Thursday 18 July 2019

Orders must pay more to victims -- Cowen

Fionnan Sheahan and ine Kerr

Taoiseach Brian Cowen last night told the religious orders they will have to make a "substantial additional contribution" to compensate institutional abuse victims.

Mr Cowen also said the Government would consider looking at the statute of limitations to allow further prosecutions against abusers.

In the continuing fallout from the publication of the Ryan Commission report, Mr Cowen said the Government intended to invite the congregations to a meeting to discuss what further steps they plan to take to address victims' needs.

The Cabinet last night agreed to implement all of the recommendations contained in the report and develop a plan for their implementation.

"It is clear that the report has found a much more systemic volume of abuse in Institutions than was previously known or accepted by the Orders. The Government has therefore decided to call on the relevant congregations to provide a substantial additional contribution in view of the moral responsibility they continue to hold in these matters," he said.

Redress

Mr Cowen said the additional contributions would go both into the redress fund for victims, largely paid for by the taxpayer, as well as a trust to provide services for victims.

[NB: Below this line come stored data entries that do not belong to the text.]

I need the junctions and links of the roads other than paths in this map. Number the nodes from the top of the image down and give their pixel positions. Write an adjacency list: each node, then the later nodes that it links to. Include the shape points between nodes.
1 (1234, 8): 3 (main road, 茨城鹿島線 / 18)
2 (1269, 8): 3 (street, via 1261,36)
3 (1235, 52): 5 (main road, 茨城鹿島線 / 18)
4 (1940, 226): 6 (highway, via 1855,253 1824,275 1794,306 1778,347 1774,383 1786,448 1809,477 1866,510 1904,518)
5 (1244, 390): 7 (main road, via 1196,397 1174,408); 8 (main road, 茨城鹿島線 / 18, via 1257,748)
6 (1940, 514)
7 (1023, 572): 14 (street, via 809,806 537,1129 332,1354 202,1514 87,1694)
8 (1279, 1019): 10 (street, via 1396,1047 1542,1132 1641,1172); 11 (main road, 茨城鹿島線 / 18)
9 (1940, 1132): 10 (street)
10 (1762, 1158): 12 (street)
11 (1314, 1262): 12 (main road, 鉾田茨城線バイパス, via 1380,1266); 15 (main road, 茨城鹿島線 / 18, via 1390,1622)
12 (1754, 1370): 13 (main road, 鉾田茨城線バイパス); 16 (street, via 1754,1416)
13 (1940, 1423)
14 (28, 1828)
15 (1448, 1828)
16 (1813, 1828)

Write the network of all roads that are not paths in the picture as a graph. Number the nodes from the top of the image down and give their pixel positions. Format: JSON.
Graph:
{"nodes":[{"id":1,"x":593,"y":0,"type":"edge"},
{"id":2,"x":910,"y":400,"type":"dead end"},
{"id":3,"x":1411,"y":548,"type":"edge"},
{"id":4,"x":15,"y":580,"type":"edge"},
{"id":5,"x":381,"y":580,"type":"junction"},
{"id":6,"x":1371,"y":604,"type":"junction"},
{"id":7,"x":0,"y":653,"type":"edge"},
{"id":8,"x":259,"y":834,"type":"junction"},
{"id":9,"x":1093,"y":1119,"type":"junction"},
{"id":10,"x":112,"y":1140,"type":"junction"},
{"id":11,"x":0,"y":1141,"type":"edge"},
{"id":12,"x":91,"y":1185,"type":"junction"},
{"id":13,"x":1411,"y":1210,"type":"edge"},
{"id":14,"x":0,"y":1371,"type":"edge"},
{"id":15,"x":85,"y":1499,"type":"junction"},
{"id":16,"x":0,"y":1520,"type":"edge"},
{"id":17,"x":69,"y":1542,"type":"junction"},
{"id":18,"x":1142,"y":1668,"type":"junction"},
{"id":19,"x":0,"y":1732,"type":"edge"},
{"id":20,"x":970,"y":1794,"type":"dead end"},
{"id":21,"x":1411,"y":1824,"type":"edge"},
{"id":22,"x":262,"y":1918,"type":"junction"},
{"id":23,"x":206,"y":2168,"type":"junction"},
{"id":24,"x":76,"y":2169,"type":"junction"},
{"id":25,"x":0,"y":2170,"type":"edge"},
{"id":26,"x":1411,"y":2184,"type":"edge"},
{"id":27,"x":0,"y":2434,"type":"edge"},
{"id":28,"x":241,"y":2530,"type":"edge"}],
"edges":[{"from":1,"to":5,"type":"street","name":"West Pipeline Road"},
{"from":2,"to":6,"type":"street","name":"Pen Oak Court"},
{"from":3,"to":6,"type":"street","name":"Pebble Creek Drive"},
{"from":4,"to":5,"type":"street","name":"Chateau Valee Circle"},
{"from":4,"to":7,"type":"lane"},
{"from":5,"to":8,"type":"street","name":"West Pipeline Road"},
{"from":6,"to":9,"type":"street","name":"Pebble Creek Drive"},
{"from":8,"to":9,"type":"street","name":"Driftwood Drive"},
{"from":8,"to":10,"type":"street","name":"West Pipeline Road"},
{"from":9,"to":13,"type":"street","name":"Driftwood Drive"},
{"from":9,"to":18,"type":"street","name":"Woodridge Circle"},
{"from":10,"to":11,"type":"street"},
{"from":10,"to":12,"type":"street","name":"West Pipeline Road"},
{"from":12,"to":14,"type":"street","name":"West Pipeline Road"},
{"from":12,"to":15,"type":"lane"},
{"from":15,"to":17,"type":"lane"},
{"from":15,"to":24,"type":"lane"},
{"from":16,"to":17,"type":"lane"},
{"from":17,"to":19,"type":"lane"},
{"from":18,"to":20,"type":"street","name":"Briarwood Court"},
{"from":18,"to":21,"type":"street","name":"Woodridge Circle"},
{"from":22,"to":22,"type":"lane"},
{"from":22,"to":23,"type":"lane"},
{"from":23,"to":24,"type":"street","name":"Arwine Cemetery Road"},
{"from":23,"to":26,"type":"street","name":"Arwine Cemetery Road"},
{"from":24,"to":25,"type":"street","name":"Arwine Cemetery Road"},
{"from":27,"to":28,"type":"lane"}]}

Acknowledging the Christian Brothers' move to give additional funds, Mr Cowen said the remaining religious orders also needed to contribute more.

The Taoiseach reiterated the apology to those abused issued by his predecessor Bertie Ahern, 10 years ago.

"It is deeply shameful for all Irish people that this happened in our country and that for so long it was not confronted.

"The failure of society in the treatment of children is laid bare in this report and it is horrendous. These children were placed in institutions by the State and the State had a duty of care to them. The victims were betrayed by the State and we must ensure that this can never, ever, happen again," he said.

Mr Cowen said those responsible for such crimes -- no matter how long ago -- must also "face the full rigours of the law".

Minister for Children Barry Andrews will now draw up a report by July on how the Government plans to implement the report's recommendations, including a memorial.

Also yesterday, Mr Cowen said legal advice indicated the compensation deal negotiations can't be re-opened, but this does not hinder the religious orders from increasing their level of contributions.

Fine Gael leader Enda Kenny offered the hand of unity to Mr Cowen, urging the Government to draft a motion, to be adopted by all political parties, to reflect the widespread outrage at the contents of the report.